Collected data entries ::
____________________

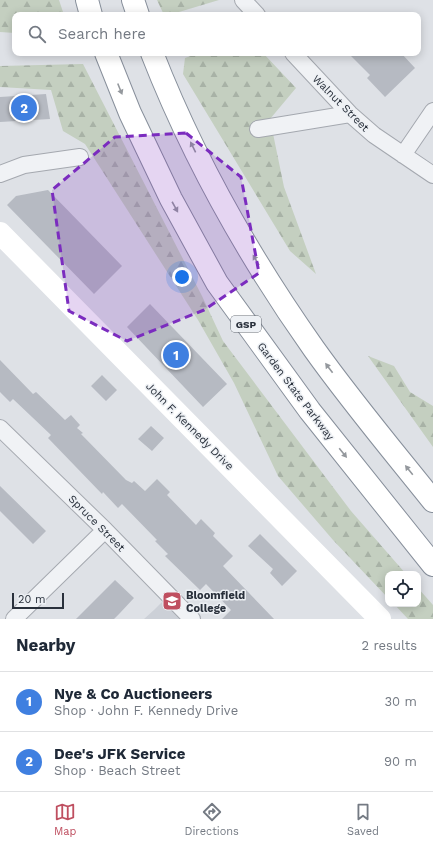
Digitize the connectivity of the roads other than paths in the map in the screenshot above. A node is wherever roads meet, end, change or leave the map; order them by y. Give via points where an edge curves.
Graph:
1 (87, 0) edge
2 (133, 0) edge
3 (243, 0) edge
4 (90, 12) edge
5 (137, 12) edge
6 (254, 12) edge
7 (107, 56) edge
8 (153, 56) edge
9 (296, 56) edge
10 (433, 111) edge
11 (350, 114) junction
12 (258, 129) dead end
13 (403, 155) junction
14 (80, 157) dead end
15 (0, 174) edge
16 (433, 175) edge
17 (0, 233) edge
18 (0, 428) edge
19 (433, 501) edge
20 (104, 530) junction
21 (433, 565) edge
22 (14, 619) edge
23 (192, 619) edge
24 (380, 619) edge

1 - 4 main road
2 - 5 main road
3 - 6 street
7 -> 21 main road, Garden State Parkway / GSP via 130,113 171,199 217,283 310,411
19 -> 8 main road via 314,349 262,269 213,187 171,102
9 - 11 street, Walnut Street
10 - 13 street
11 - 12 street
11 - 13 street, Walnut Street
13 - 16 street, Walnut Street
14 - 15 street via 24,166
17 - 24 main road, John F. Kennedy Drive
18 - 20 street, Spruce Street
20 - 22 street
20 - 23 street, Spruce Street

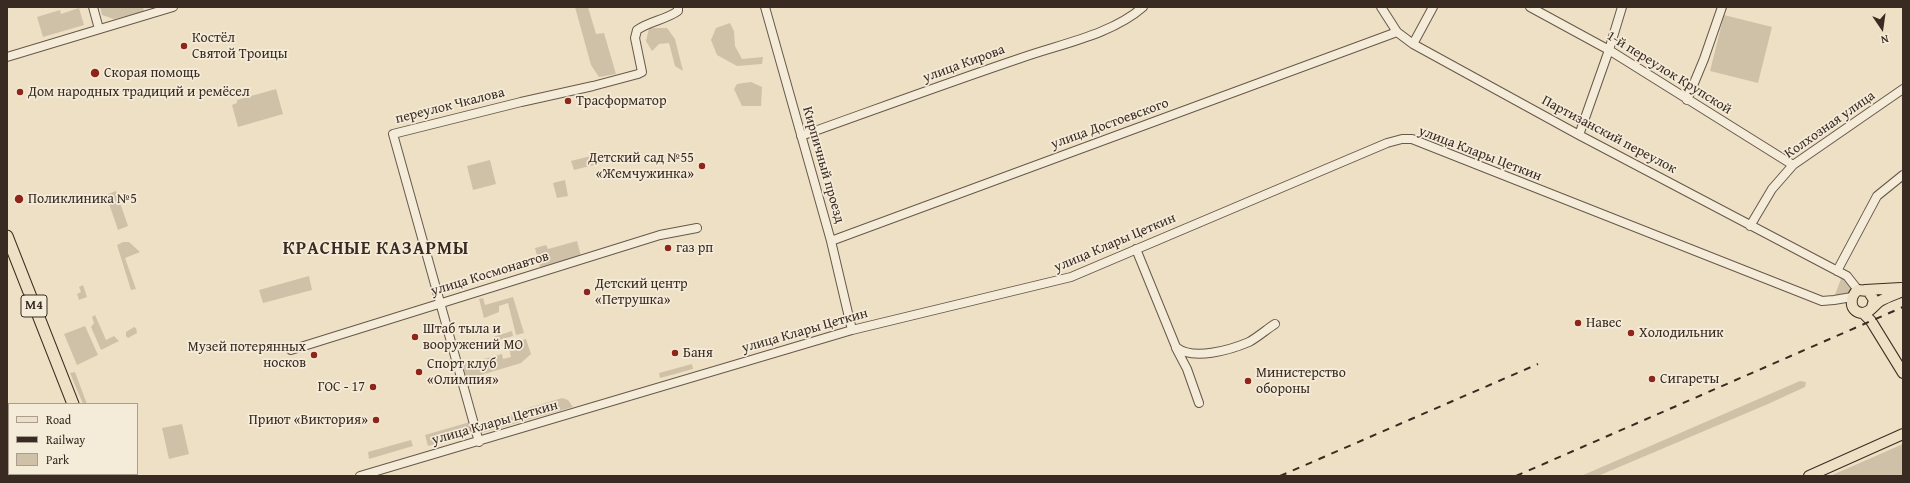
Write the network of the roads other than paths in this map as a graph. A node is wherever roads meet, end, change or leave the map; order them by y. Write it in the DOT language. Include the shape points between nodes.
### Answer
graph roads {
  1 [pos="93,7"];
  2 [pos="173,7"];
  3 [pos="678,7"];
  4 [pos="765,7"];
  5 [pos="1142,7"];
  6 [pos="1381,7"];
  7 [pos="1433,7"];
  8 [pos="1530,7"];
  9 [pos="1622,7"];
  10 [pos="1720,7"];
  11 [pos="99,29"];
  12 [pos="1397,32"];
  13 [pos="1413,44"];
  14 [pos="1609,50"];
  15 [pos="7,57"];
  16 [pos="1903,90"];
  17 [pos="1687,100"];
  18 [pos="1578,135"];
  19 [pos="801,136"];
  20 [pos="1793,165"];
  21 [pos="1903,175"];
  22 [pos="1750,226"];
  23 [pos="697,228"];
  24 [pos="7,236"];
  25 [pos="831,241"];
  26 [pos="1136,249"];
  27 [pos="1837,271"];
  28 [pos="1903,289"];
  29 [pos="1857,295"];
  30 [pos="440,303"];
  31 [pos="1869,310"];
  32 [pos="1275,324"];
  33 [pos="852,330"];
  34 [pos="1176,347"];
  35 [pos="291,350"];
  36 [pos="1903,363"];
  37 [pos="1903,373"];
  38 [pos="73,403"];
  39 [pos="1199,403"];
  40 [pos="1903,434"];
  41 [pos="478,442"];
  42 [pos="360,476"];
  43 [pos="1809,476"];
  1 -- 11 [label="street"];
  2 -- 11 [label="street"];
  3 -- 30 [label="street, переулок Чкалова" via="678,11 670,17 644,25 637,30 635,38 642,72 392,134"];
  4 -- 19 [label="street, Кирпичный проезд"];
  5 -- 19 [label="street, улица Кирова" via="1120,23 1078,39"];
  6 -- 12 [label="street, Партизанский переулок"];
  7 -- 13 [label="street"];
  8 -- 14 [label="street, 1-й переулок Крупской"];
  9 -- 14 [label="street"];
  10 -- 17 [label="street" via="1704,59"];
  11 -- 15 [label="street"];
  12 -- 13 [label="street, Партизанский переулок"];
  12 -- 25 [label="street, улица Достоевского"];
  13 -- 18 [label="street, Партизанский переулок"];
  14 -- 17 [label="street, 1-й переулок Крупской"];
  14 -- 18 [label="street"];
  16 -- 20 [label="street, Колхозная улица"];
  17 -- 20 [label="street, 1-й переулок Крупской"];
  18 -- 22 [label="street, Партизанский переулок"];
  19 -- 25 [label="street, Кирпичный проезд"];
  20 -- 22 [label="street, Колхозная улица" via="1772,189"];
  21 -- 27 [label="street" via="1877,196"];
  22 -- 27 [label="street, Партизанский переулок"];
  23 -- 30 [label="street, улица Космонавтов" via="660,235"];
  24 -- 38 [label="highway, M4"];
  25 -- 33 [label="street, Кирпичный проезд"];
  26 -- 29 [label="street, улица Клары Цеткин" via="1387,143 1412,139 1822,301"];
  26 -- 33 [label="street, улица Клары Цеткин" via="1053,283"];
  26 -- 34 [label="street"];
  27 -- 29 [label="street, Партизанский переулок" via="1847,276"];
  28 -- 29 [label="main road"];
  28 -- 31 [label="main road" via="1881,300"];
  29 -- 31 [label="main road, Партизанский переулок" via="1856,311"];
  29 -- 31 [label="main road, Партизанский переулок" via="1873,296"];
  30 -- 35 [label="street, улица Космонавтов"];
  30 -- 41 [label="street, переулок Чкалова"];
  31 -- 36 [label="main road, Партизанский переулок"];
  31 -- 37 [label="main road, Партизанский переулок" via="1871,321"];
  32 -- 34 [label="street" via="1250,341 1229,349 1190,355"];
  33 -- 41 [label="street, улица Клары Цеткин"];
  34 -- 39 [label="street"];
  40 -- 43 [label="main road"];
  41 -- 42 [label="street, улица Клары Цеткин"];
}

____________________

Goal of the exercise :: Show each line in the data where the string "points" appears.

Result of this task ::
Digitize the connectivity of the roads other than paths in the map in the screenshot above. A node is wherever roads meet, end, change or leave the map; order them by y. Give via points where an edge curves.
Write the network of the roads other than paths in this map as a graph. A node is wherever roads meet, end, change or leave the map; order them by y. Write it in the DOT language. Include the shape points between nodes.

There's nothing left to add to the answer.